*** Opening of PROVIDED INFORMATION ***

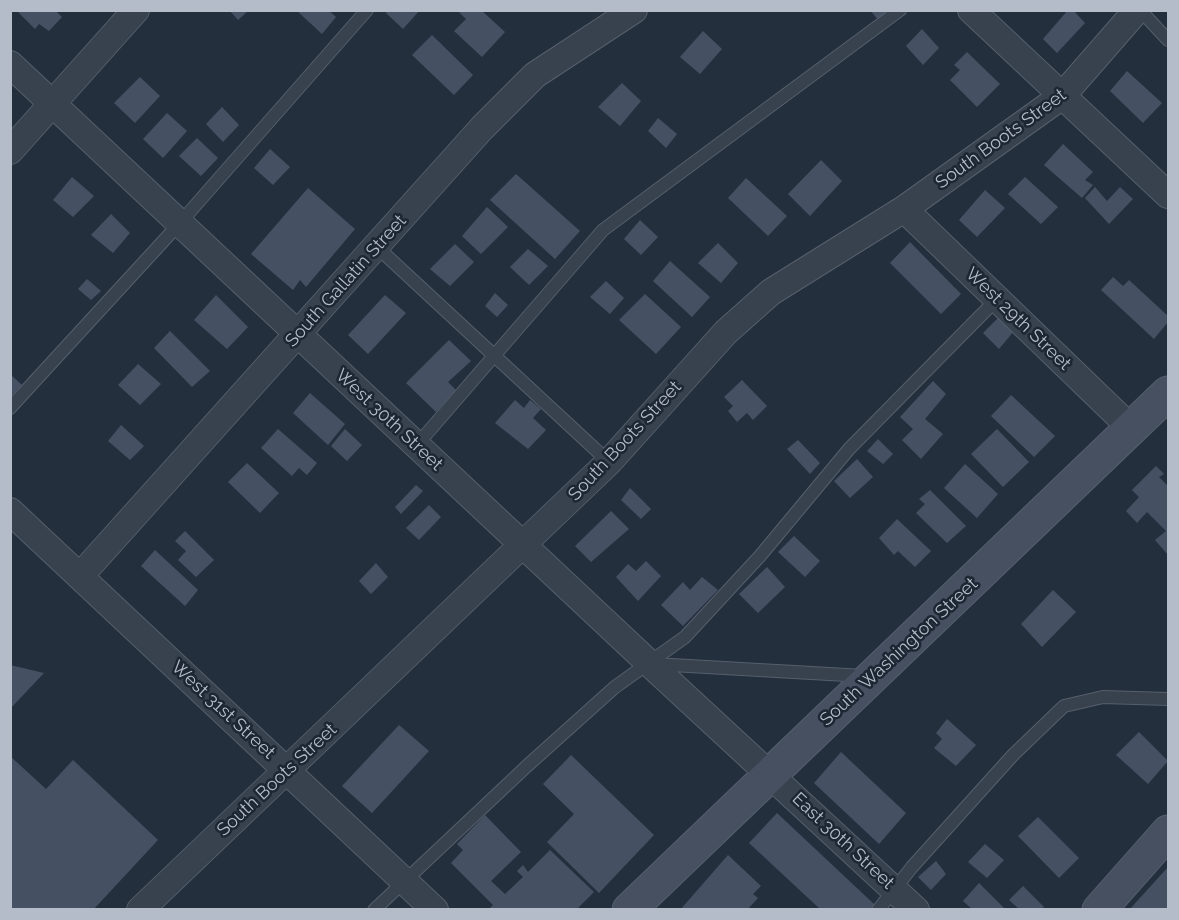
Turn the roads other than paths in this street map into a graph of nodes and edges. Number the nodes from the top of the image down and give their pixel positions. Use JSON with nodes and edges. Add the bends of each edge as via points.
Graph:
{"nodes":[{"id":1,"x":136,"y":10,"type":"edge"},
{"id":2,"x":367,"y":10,"type":"edge"},
{"id":3,"x":634,"y":10,"type":"edge"},
{"id":4,"x":900,"y":10,"type":"edge"},
{"id":5,"x":971,"y":10,"type":"edge"},
{"id":6,"x":1138,"y":10,"type":"edge"},
{"id":7,"x":1168,"y":40,"type":"edge"},
{"id":8,"x":10,"y":64,"type":"edge"},
{"id":9,"x":1062,"y":96,"type":"junction"},
{"id":10,"x":53,"y":103,"type":"junction"},
{"id":11,"x":10,"y":151,"type":"edge"},
{"id":12,"x":1168,"y":195,"type":"edge"},
{"id":13,"x":904,"y":210,"type":"junction"},
{"id":14,"x":179,"y":224,"type":"junction"},
{"id":15,"x":376,"y":246,"type":"junction"},
{"id":16,"x":997,"y":299,"type":"junction"},
{"id":17,"x":298,"y":335,"type":"junction"},
{"id":18,"x":494,"y":355,"type":"junction"},
{"id":19,"x":1168,"y":393,"type":"edge"},
{"id":20,"x":10,"y":408,"type":"edge"},
{"id":21,"x":1168,"y":428,"type":"edge"},
{"id":22,"x":1132,"y":429,"type":"junction"},
{"id":23,"x":416,"y":446,"type":"junction"},
{"id":24,"x":609,"y":462,"type":"junction"},
{"id":25,"x":10,"y":511,"type":"edge"},
{"id":26,"x":524,"y":546,"type":"junction"},
{"id":27,"x":80,"y":576,"type":"junction"},
{"id":28,"x":650,"y":664,"type":"junction"},
{"id":29,"x":875,"y":677,"type":"junction"},
{"id":30,"x":1168,"y":699,"type":"edge"},
{"id":31,"x":287,"y":771,"type":"junction"},
{"id":32,"x":770,"y":772,"type":"junction"},
{"id":33,"x":1168,"y":832,"type":"edge"},
{"id":34,"x":404,"y":880,"type":"junction"},
{"id":35,"x":896,"y":890,"type":"junction"},
{"id":36,"x":140,"y":909,"type":"edge"},
{"id":37,"x":374,"y":909,"type":"edge"},
{"id":38,"x":435,"y":909,"type":"edge"},
{"id":39,"x":628,"y":909,"type":"edge"},
{"id":40,"x":878,"y":909,"type":"edge"},
{"id":41,"x":916,"y":909,"type":"edge"},
{"id":42,"x":1099,"y":909,"type":"edge"}],
"edges":[{"from":1,"to":10,"type":"street"},
{"from":2,"to":14,"type":"lane"},
{"from":3,"to":15,"type":"street","name":"South Gallatin Street","via":[[535,75]]},
{"from":4,"to":18,"type":"lane","via":[[603,230]]},
{"from":5,"to":9,"type":"street"},
{"from":6,"to":7,"type":"lane"},
{"from":6,"to":9,"type":"street","name":"South Boots Street"},
{"from":8,"to":10,"type":"street","name":"West 30th Street"},
{"from":9,"to":12,"type":"street"},
{"from":9,"to":13,"type":"street","name":"South Boots Street"},
{"from":10,"to":11,"type":"street"},
{"from":10,"to":14,"type":"street","name":"West 30th Street"},
{"from":13,"to":16,"type":"street","name":"West 29th Street"},
{"from":13,"to":24,"type":"street","name":"South Boots Street","via":[[771,292],[726,332]]},
{"from":14,"to":17,"type":"street","name":"West 30th Street"},
{"from":14,"to":20,"type":"lane"},
{"from":15,"to":17,"type":"street","name":"South Gallatin Street"},
{"from":15,"to":18,"type":"lane"},
{"from":16,"to":22,"type":"street","name":"West 29th Street"},
{"from":16,"to":28,"type":"lane","via":[[849,449],[760,556],[685,637]]},
{"from":17,"to":23,"type":"street","name":"West 30th Street"},
{"from":17,"to":27,"type":"street","name":"South Gallatin Street"},
{"from":18,"to":23,"type":"lane"},
{"from":18,"to":24,"type":"lane"},
{"from":19,"to":22,"type":"main road","name":"South Washington Street"},
{"from":21,"to":22,"type":"main road"},
{"from":22,"to":29,"type":"main road","name":"South Washington Street"},
{"from":23,"to":26,"type":"street","name":"West 30th Street"},
{"from":24,"to":26,"type":"street","name":"South Boots Street"},
{"from":25,"to":27,"type":"street","name":"West 31st Street"},
{"from":26,"to":28,"type":"street","name":"West 30th Street"},
{"from":26,"to":31,"type":"street","name":"South Boots Street"},
{"from":27,"to":31,"type":"street","name":"West 31st Street"},
{"from":28,"to":29,"type":"lane"},
{"from":28,"to":32,"type":"street","name":"West 30th Street"},
{"from":28,"to":34,"type":"lane","via":[[615,687]]},
{"from":29,"to":32,"type":"main road","name":"South Washington Street"},
{"from":30,"to":35,"type":"lane","via":[[1103,696],[1064,706],[1013,755]]},
{"from":31,"to":34,"type":"street","name":"West 31st Street"},
{"from":31,"to":36,"type":"street","name":"South Boots Street"},
{"from":32,"to":35,"type":"street","name":"East 30th Street"},
{"from":32,"to":39,"type":"main road","name":"South Washington Street"},
{"from":33,"to":42,"type":"main road"},
{"from":34,"to":37,"type":"lane"},
{"from":34,"to":38,"type":"street","name":"West 31st Street"},
{"from":35,"to":40,"type":"lane"},
{"from":35,"to":41,"type":"street","name":"East 30th Street"}]}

*** Close of PROVIDED INFORMATION ***

### WHAT THIS TASK INVOLVES
Return every entry above exactly as written, minus the pictures.

### SOLUTION
Turn the roads other than paths in this street map into a graph of nodes and edges. Number the nodes from the top of the image down and give their pixel positions. Use JSON with nodes and edges. Add the bends of each edge as via points.
Graph:
{"nodes":[{"id":1,"x":136,"y":10,"type":"edge"},
{"id":2,"x":367,"y":10,"type":"edge"},
{"id":3,"x":634,"y":10,"type":"edge"},
{"id":4,"x":900,"y":10,"type":"edge"},
{"id":5,"x":971,"y":10,"type":"edge"},
{"id":6,"x":1138,"y":10,"type":"edge"},
{"id":7,"x":1168,"y":40,"type":"edge"},
{"id":8,"x":10,"y":64,"type":"edge"},
{"id":9,"x":1062,"y":96,"type":"junction"},
{"id":10,"x":53,"y":103,"type":"junction"},
{"id":11,"x":10,"y":151,"type":"edge"},
{"id":12,"x":1168,"y":195,"type":"edge"},
{"id":13,"x":904,"y":210,"type":"junction"},
{"id":14,"x":179,"y":224,"type":"junction"},
{"id":15,"x":376,"y":246,"type":"junction"},
{"id":16,"x":997,"y":299,"type":"junction"},
{"id":17,"x":298,"y":335,"type":"junction"},
{"id":18,"x":494,"y":355,"type":"junction"},
{"id":19,"x":1168,"y":393,"type":"edge"},
{"id":20,"x":10,"y":408,"type":"edge"},
{"id":21,"x":1168,"y":428,"type":"edge"},
{"id":22,"x":1132,"y":429,"type":"junction"},
{"id":23,"x":416,"y":446,"type":"junction"},
{"id":24,"x":609,"y":462,"type":"junction"},
{"id":25,"x":10,"y":511,"type":"edge"},
{"id":26,"x":524,"y":546,"type":"junction"},
{"id":27,"x":80,"y":576,"type":"junction"},
{"id":28,"x":650,"y":664,"type":"junction"},
{"id":29,"x":875,"y":677,"type":"junction"},
{"id":30,"x":1168,"y":699,"type":"edge"},
{"id":31,"x":287,"y":771,"type":"junction"},
{"id":32,"x":770,"y":772,"type":"junction"},
{"id":33,"x":1168,"y":832,"type":"edge"},
{"id":34,"x":404,"y":880,"type":"junction"},
{"id":35,"x":896,"y":890,"type":"junction"},
{"id":36,"x":140,"y":909,"type":"edge"},
{"id":37,"x":374,"y":909,"type":"edge"},
{"id":38,"x":435,"y":909,"type":"edge"},
{"id":39,"x":628,"y":909,"type":"edge"},
{"id":40,"x":878,"y":909,"type":"edge"},
{"id":41,"x":916,"y":909,"type":"edge"},
{"id":42,"x":1099,"y":909,"type":"edge"}],
"edges":[{"from":1,"to":10,"type":"street"},
{"from":2,"to":14,"type":"lane"},
{"from":3,"to":15,"type":"street","name":"South Gallatin Street","via":[[535,75]]},
{"from":4,"to":18,"type":"lane","via":[[603,230]]},
{"from":5,"to":9,"type":"street"},
{"from":6,"to":7,"type":"lane"},
{"from":6,"to":9,"type":"street","name":"South Boots Street"},
{"from":8,"to":10,"type":"street","name":"West 30th Street"},
{"from":9,"to":12,"type":"street"},
{"from":9,"to":13,"type":"street","name":"South Boots Street"},
{"from":10,"to":11,"type":"street"},
{"from":10,"to":14,"type":"street","name":"West 30th Street"},
{"from":13,"to":16,"type":"street","name":"West 29th Street"},
{"from":13,"to":24,"type":"street","name":"South Boots Street","via":[[771,292],[726,332]]},
{"from":14,"to":17,"type":"street","name":"West 30th Street"},
{"from":14,"to":20,"type":"lane"},
{"from":15,"to":17,"type":"street","name":"South Gallatin Street"},
{"from":15,"to":18,"type":"lane"},
{"from":16,"to":22,"type":"street","name":"West 29th Street"},
{"from":16,"to":28,"type":"lane","via":[[849,449],[760,556],[685,637]]},
{"from":17,"to":23,"type":"street","name":"West 30th Street"},
{"from":17,"to":27,"type":"street","name":"South Gallatin Street"},
{"from":18,"to":23,"type":"lane"},
{"from":18,"to":24,"type":"lane"},
{"from":19,"to":22,"type":"main road","name":"South Washington Street"},
{"from":21,"to":22,"type":"main road"},
{"from":22,"to":29,"type":"main road","name":"South Washington Street"},
{"from":23,"to":26,"type":"street","name":"West 30th Street"},
{"from":24,"to":26,"type":"street","name":"South Boots Street"},
{"from":25,"to":27,"type":"street","name":"West 31st Street"},
{"from":26,"to":28,"type":"street","name":"West 30th Street"},
{"from":26,"to":31,"type":"street","name":"South Boots Street"},
{"from":27,"to":31,"type":"street","name":"West 31st Street"},
{"from":28,"to":29,"type":"lane"},
{"from":28,"to":32,"type":"street","name":"West 30th Street"},
{"from":28,"to":34,"type":"lane","via":[[615,687]]},
{"from":29,"to":32,"type":"main road","name":"South Washington Street"},
{"from":30,"to":35,"type":"lane","via":[[1103,696],[1064,706],[1013,755]]},
{"from":31,"to":34,"type":"street","name":"West 31st Street"},
{"from":31,"to":36,"type":"street","name":"South Boots Street"},
{"from":32,"to":35,"type":"street","name":"East 30th Street"},
{"from":32,"to":39,"type":"main road","name":"South Washington Street"},
{"from":33,"to":42,"type":"main road"},
{"from":34,"to":37,"type":"lane"},
{"from":34,"to":38,"type":"street","name":"West 31st Street"},
{"from":35,"to":40,"type":"lane"},
{"from":35,"to":41,"type":"street","name":"East 30th Street"}]}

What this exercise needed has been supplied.